#### EXTRACTED DATA
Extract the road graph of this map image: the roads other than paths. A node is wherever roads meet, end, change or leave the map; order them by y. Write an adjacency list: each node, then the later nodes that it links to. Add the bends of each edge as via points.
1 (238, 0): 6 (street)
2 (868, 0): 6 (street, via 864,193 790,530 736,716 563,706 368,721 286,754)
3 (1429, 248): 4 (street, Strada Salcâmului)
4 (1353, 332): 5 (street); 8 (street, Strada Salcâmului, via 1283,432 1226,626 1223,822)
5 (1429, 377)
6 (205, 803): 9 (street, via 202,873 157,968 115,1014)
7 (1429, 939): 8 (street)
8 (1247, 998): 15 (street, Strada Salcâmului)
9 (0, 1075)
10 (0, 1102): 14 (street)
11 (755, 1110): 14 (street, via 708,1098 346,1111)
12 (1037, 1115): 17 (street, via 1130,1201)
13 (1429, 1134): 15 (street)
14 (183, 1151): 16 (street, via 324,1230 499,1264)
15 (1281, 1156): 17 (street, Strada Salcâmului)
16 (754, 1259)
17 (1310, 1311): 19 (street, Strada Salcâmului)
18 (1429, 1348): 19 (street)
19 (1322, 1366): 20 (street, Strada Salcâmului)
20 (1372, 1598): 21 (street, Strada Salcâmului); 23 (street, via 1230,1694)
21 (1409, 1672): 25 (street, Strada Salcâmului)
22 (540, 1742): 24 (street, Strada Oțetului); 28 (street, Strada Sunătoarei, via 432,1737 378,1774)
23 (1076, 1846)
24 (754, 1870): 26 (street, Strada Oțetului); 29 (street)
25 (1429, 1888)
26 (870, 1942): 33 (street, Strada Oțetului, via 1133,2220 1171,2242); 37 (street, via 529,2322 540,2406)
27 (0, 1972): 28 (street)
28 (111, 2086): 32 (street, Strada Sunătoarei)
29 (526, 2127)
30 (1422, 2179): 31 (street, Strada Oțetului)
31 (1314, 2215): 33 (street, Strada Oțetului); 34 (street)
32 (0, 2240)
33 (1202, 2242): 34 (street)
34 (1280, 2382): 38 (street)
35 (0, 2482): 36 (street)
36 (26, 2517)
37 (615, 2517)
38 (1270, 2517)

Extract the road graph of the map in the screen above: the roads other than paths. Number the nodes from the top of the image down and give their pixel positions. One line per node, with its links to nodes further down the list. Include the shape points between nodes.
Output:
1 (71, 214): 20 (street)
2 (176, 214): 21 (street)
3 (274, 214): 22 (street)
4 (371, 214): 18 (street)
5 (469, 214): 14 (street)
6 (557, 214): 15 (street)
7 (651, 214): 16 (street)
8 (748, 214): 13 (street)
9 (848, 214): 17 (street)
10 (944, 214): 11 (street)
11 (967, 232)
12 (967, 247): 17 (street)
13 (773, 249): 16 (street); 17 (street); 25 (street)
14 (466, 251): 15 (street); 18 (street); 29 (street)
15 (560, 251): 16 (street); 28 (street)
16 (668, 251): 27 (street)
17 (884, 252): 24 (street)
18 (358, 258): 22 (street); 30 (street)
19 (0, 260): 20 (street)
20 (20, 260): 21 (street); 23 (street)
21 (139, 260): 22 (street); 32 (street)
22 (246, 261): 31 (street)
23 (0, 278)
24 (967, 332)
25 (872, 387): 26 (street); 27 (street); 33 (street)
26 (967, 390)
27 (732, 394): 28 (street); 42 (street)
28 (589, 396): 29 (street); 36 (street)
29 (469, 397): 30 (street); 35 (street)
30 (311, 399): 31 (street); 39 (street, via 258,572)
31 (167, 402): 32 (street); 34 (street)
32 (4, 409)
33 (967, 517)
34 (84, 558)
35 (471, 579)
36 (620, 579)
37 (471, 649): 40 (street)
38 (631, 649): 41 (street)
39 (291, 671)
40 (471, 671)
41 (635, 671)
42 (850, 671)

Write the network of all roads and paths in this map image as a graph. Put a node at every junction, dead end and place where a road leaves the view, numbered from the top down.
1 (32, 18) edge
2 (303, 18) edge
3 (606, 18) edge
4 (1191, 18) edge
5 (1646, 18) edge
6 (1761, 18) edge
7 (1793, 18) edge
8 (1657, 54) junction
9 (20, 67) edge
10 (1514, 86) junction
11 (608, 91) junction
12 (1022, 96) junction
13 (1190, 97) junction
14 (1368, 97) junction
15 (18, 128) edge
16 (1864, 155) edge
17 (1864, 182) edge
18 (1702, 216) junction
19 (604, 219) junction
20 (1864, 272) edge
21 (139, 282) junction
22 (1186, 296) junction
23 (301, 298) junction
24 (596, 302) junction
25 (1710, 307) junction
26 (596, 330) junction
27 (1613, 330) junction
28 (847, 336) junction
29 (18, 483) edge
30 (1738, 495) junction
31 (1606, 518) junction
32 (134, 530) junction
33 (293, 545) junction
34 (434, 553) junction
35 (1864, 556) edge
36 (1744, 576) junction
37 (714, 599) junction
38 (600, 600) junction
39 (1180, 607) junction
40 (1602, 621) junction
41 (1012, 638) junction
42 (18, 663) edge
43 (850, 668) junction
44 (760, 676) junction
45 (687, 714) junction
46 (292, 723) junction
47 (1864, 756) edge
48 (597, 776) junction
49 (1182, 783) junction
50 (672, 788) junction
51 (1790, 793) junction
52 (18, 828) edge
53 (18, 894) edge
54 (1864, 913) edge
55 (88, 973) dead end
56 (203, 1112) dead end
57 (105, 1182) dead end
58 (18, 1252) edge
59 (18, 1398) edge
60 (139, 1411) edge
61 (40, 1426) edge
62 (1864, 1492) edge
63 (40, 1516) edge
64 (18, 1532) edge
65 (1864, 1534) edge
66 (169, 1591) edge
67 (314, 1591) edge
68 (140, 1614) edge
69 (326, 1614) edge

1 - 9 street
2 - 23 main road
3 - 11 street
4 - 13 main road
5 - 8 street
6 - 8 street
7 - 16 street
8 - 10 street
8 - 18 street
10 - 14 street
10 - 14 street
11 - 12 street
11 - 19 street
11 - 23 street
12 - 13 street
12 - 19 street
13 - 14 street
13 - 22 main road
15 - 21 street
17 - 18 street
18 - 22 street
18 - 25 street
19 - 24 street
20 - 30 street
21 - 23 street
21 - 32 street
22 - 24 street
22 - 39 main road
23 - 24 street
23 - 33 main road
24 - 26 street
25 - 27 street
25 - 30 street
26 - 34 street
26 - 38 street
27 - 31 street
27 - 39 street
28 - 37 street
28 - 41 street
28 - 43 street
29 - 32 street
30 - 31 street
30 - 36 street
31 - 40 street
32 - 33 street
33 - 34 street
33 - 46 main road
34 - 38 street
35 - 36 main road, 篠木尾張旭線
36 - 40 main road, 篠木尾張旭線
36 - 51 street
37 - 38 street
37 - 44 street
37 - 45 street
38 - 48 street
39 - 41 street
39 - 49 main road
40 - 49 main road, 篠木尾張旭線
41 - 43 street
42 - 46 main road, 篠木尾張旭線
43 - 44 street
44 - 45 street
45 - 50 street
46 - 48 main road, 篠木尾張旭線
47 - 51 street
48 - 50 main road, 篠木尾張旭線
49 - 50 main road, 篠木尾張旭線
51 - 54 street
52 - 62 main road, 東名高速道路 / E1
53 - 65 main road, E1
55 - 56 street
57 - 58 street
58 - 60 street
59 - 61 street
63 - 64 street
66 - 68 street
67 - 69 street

#### ABOUT THIS EXERCISE
Pull every line containing "links" out of the records.

#### TASK ANSWER
Extract the road graph of this map image: the roads other than paths. A node is wherever roads meet, end, change or leave the map; order them by y. Write an adjacency list: each node, then the later nodes that it links to. Add the bends of each edge as via points.
Extract the road graph of the map in the screen above: the roads other than paths. Number the nodes from the top of the image down and give their pixel positions. One line per node, with its links to nodes further down the list. Include the shape points between nodes.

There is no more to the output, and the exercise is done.